Тема, лишь бегло намеченная в указанных очерках, разработана в "Волке" в самостоятельное художественное произведение, имевшее большое общественное звучание.
С огромной силой писатель разоблачает грабительскую, эксплуататорскую сущность воспеваемой народниками сельской общины, уподобляет ее трясине, губящей лучших людей из народа.
Но, обличая сельский мир, Гарин в отличие от более ранних набросков на эту тему показывает в "Волке" рост сознательности среди лучших людей из народа.
Убедившись на собственном опыте, что крестьянский "мир" -- "все зло", герой рассказа вступает с ним в борьбу -- разоблачает его в беседах с бедняками, и, когда "мир" не отпускает его в миссионеры, он не смиряется и не спивается, как герой очерка "На ночлеге", а пытается, хотя и тщетно, продолжать с ним борьбу через печать.
По справедливому замечанию К. Селиванова, "Волк" это, быть может, "наиболее гневное" в нашей литературе "обличение крестьянской общины, которая считалась у народников зародышем и базой социализма" (К. Селиванов, Русские писатели в Самаре и Самарской губернии, Куйбышев, 1953, стр. 78). Естественно, что рассказ был встречен либерально-народнической критикой крайне недоброжелательно. Показательна в этом отношении рецензия А. Николаева (на 12 том собр. соч. Н. Гарина в изд. "Освобождение", 1913), в которой говорилось о ""сумерках" того таланта, что двадцать с лишком лет тому назад расцвел в "Русском богатстве"..." и ставилось в вину писателю то, что он выходит "за пределы художественного творчества -- на стезю публицистики, на воплощение экономических проблем в беллетристических формах" ("Заветы", 1913, No 12). В качестве примера "поверхностной разработки марксизма" Николаев называет рассказ "Трясина".
Сопоставление текстов публикаций Маркса и "Освобождения" выявляет значительные разночтения. Так, в изд. "Освобождение" отсутствует текст, от слов: "И тянется мужичок" (стр. 554), кончая: "одно из другого выходит" (стр. 555). Описанию холерной эпидемии в изд. Маркса, от слов: "Случилось это осенью" (стр. 542), кончая: "Сорвали на Петре Федоровиче" (стр. 544) -- в изд. "Освобождение" соответствует следующий текст:
"Дело заключалось в том, что появилась в деревне холера, и крестьяне упорно скрывали ее.
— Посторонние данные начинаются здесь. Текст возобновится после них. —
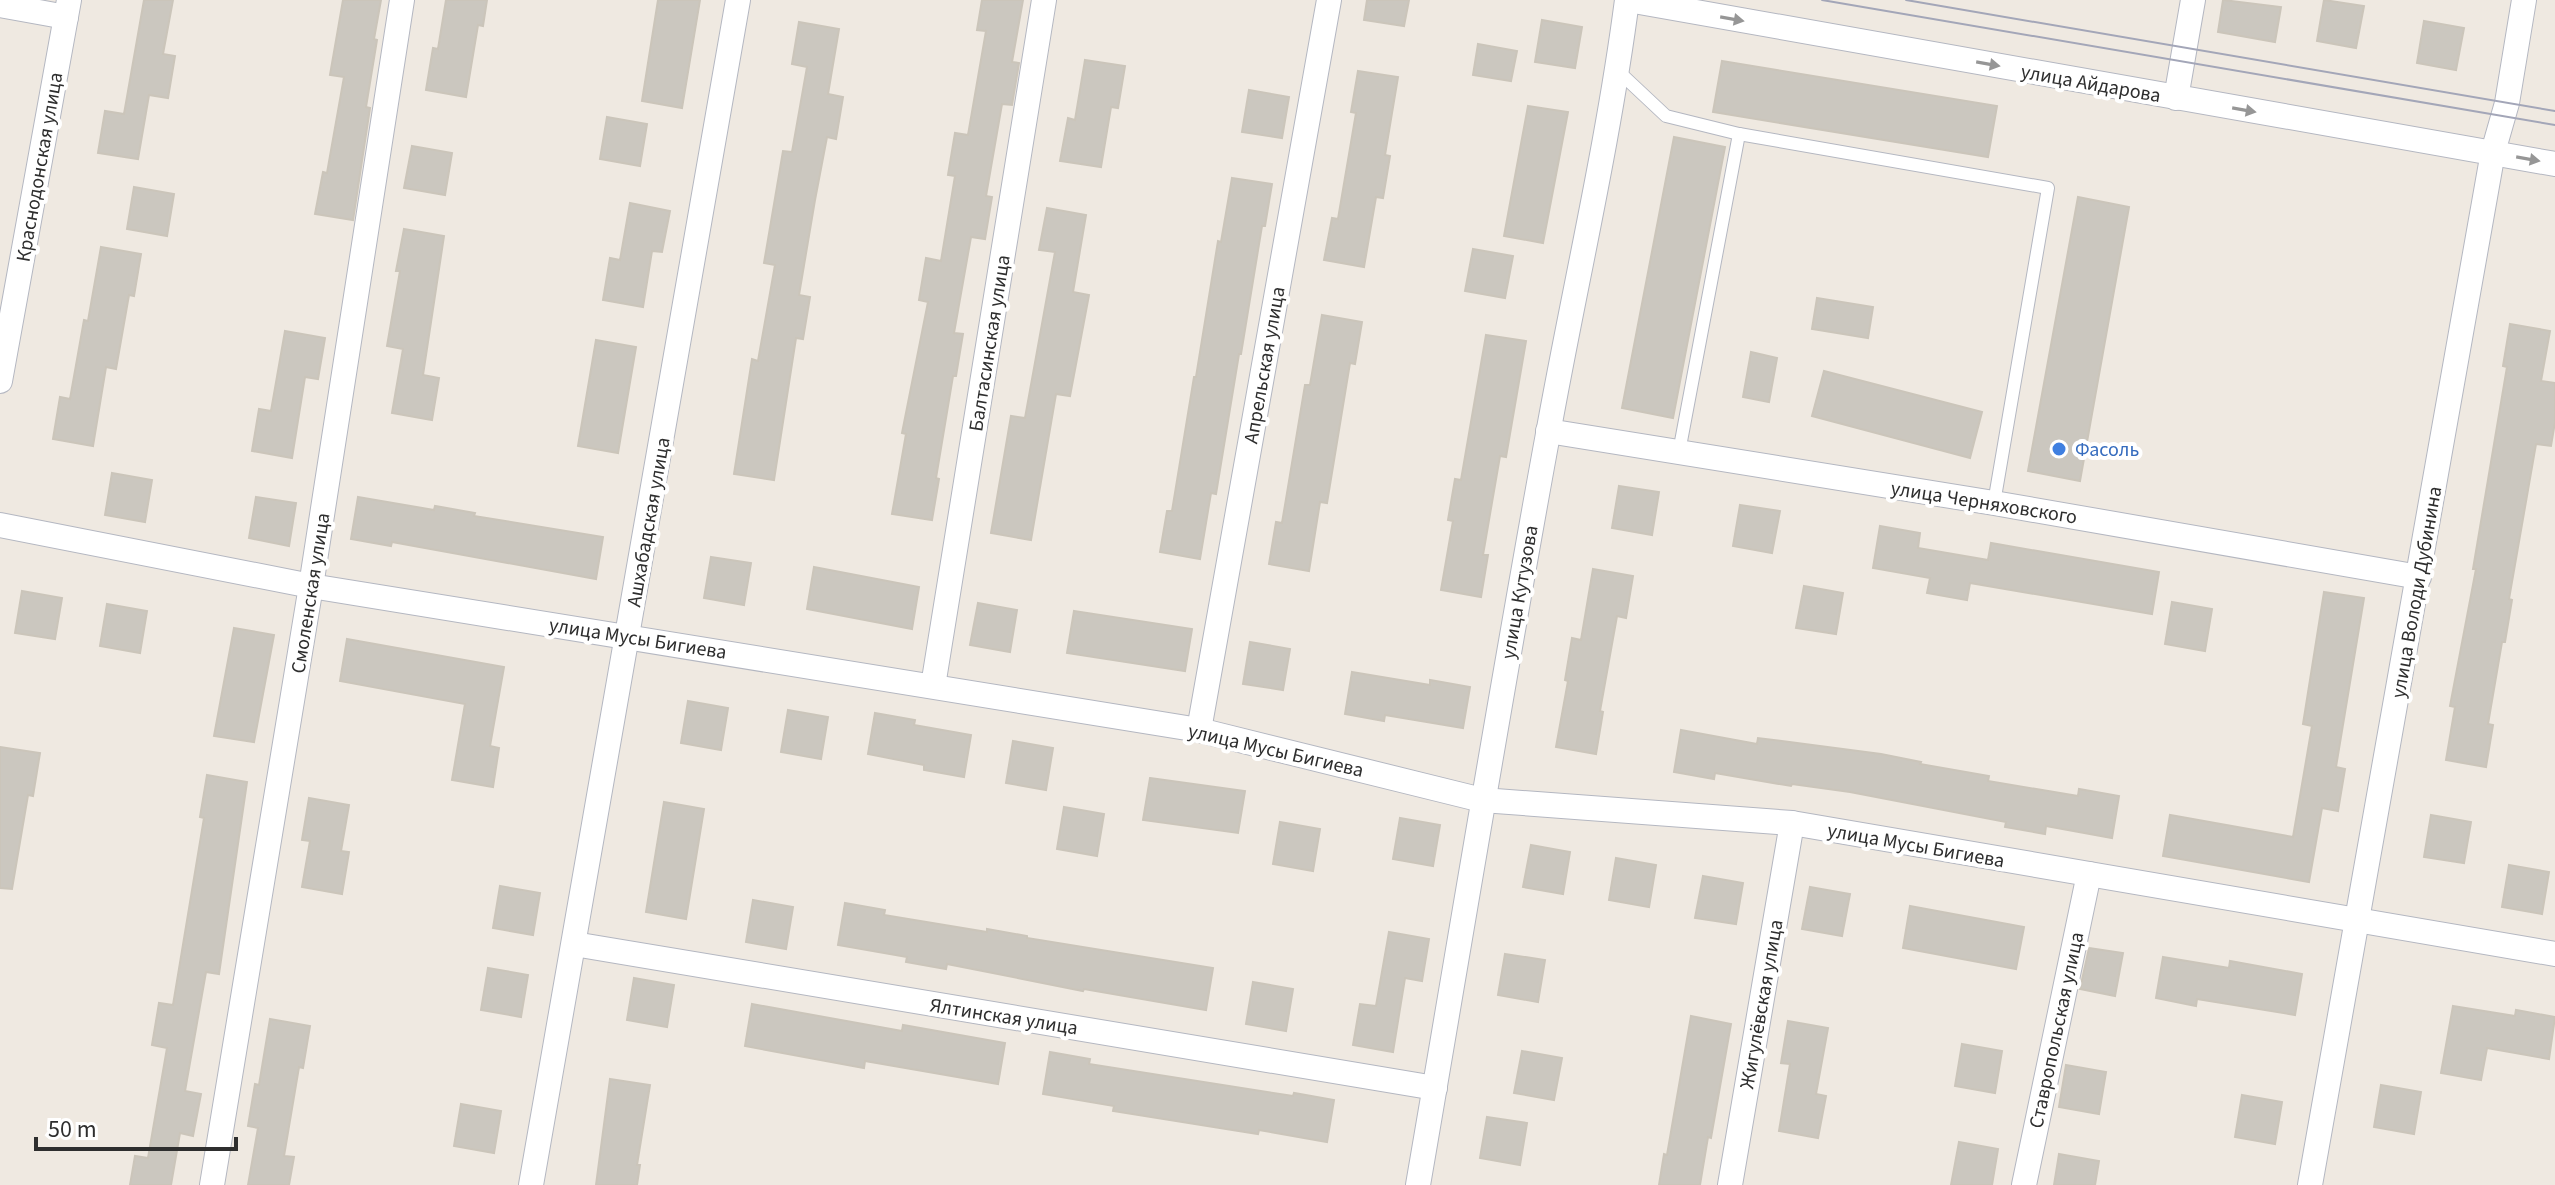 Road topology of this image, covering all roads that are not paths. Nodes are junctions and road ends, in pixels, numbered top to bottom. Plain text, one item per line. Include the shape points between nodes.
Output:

Благодаря этому эпидемия все больше и больше разрасталась. Сперва Петр Федорович уговаривал крестьян, а когда это не подействовало, он сказал им:
--Ну, старики, как хотите, а я донесу.
--Али жить тебе надоело? -- окрикнул его голос из толпы.
--Для вашей пользы и смерть готов принять, -- ответил спокойно Петр Федорович и поехал и донес о болезни по начальству.
И не только донес, но когда приехали доктор и полиция, сам водил их к больным
иуказывал даже, где, в каком ворохе соломы прятались эти больные.
-- Да что ты, о двух, что ли, головах? -- останавливали его благоразумные.
Петр Федорович твердил крестьянам:
-- Глупые вы, глупые! Пользы своей не понимаете.
-- Вот ты понимаешь! Как бы только от большого ума да на малый не сойти.
По обыкновению, не выдержал Петр Федорович и пригрозил".
После слов: "Твердил настойчиво, упрямо" (стр. 541) в изд. "Освобождение"
было: "старался изменить старое, налаженное, и тем раздражал крестьян, привыкших к этому старому"; после слов: "все пошло прахом" (стр. 542),-- в изд. "Освобождение" было: "благодаря только тому, что Петр Федорович сунулся, так сказать, в общественное дело" и т. д.
По-видимому, эти издания располагали разными источниками для публикации.
В настоящем томе рассказ печатается по традиционному тексту в изд. Маркса.